(Excerpts from a dataset)
■ ■ ■ ■ ■

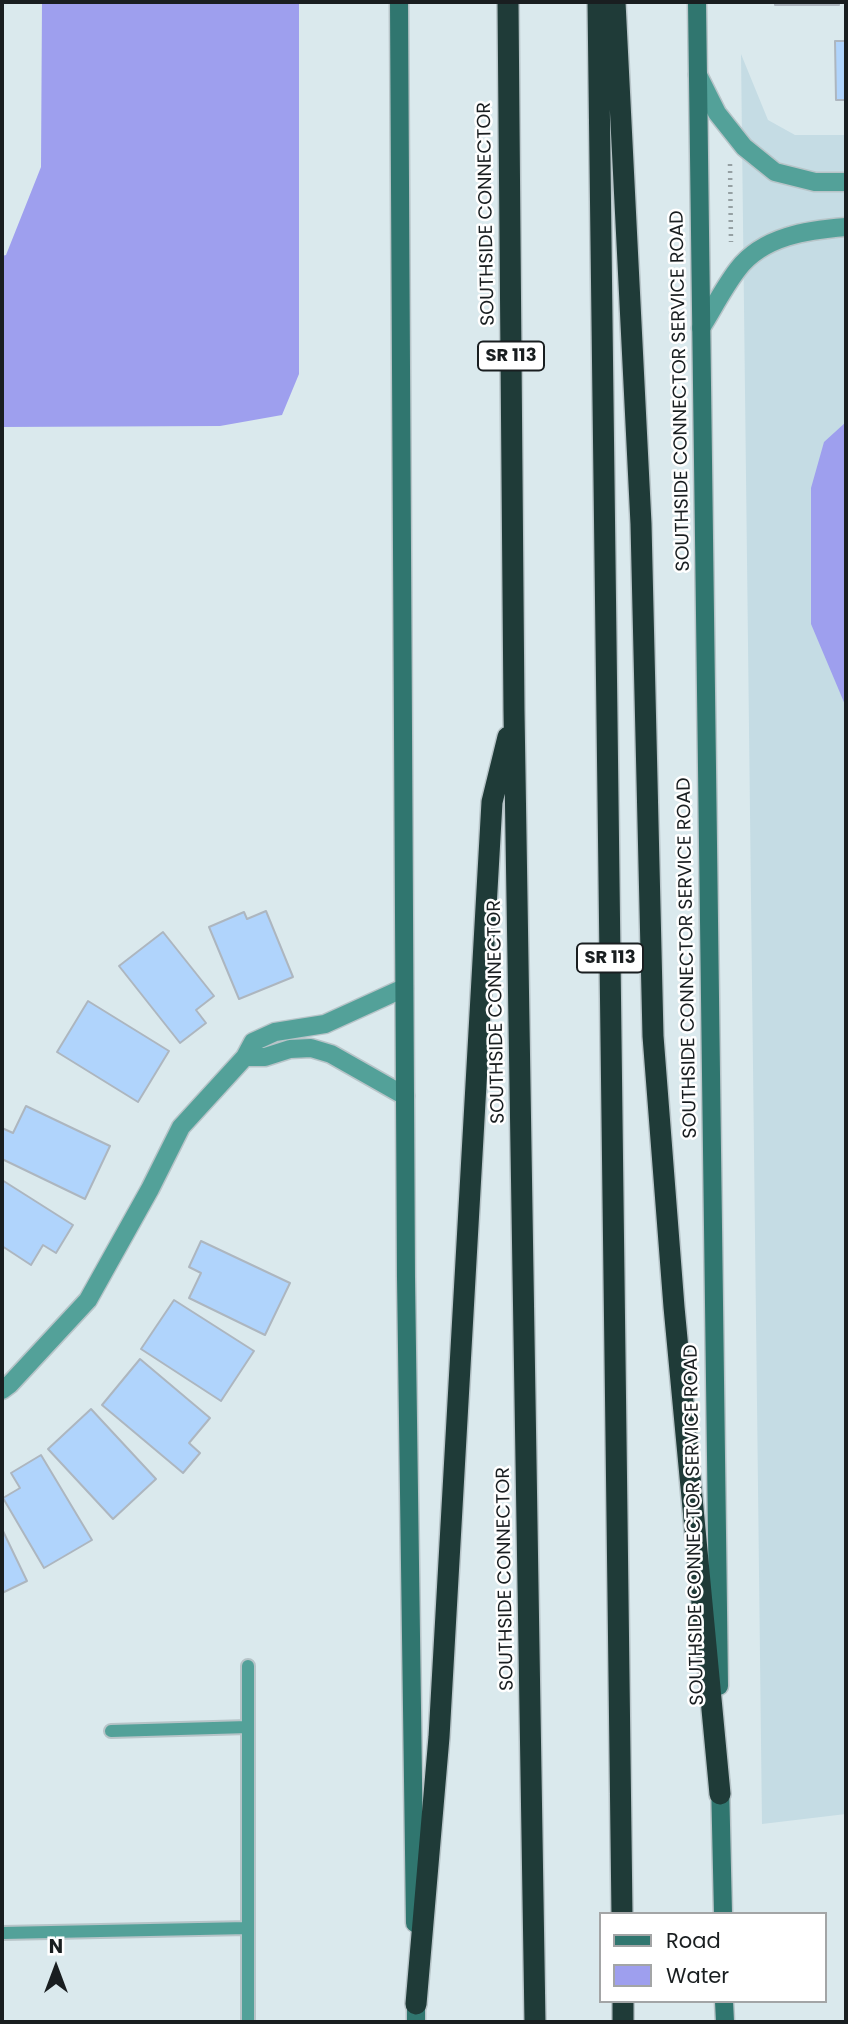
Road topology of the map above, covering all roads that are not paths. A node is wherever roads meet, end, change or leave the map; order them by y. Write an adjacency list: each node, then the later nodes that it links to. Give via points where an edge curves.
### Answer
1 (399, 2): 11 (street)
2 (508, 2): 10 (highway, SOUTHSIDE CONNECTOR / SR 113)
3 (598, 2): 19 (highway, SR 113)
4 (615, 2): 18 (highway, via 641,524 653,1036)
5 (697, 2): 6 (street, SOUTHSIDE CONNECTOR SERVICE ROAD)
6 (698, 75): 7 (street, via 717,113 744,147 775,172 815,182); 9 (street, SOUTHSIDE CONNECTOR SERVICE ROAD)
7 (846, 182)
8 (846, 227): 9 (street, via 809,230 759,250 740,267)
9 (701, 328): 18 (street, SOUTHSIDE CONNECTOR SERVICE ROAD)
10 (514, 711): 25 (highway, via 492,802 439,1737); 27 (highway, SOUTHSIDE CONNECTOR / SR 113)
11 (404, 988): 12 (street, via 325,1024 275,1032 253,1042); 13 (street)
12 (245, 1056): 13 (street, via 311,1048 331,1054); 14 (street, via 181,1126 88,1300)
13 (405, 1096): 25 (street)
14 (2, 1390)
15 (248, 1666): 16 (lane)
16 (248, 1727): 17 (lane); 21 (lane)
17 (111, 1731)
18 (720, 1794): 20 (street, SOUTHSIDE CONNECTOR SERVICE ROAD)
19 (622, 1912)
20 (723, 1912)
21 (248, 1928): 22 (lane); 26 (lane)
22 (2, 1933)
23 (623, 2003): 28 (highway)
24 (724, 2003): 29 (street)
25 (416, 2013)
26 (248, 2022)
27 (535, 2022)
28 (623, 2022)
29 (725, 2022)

■ ■ ■ ■ ■

→ **To do**
A verbatim printout of the entries above is expected, free of pictures.

→ **Expected output**
Road topology of the map above, covering all roads that are not paths. A node is wherever roads meet, end, change or leave the map; order them by y. Write an adjacency list: each node, then the later nodes that it links to. Give via points where an edge curves.
### Answer
1 (399, 2): 11 (street)
2 (508, 2): 10 (highway, SOUTHSIDE CONNECTOR / SR 113)
3 (598, 2): 19 (highway, SR 113)
4 (615, 2): 18 (highway, via 641,524 653,1036)
5 (697, 2): 6 (street, SOUTHSIDE CONNECTOR SERVICE ROAD)
6 (698, 75): 7 (street, via 717,113 744,147 775,172 815,182); 9 (street, SOUTHSIDE CONNECTOR SERVICE ROAD)
7 (846, 182)
8 (846, 227): 9 (street, via 809,230 759,250 740,267)
9 (701, 328): 18 (street, SOUTHSIDE CONNECTOR SERVICE ROAD)
10 (514, 711): 25 (highway, via 492,802 439,1737); 27 (highway, SOUTHSIDE CONNECTOR / SR 113)
11 (404, 988): 12 (street, via 325,1024 275,1032 253,1042); 13 (street)
12 (245, 1056): 13 (street, via 311,1048 331,1054); 14 (street, via 181,1126 88,1300)
13 (405, 1096): 25 (street)
14 (2, 1390)
15 (248, 1666): 16 (lane)
16 (248, 1727): 17 (lane); 21 (lane)
17 (111, 1731)
18 (720, 1794): 20 (street, SOUTHSIDE CONNECTOR SERVICE ROAD)
19 (622, 1912)
20 (723, 1912)
21 (248, 1928): 22 (lane); 26 (lane)
22 (2, 1933)
23 (623, 2003): 28 (highway)
24 (724, 2003): 29 (street)
25 (416, 2013)
26 (248, 2022)
27 (535, 2022)
28 (623, 2022)
29 (725, 2022)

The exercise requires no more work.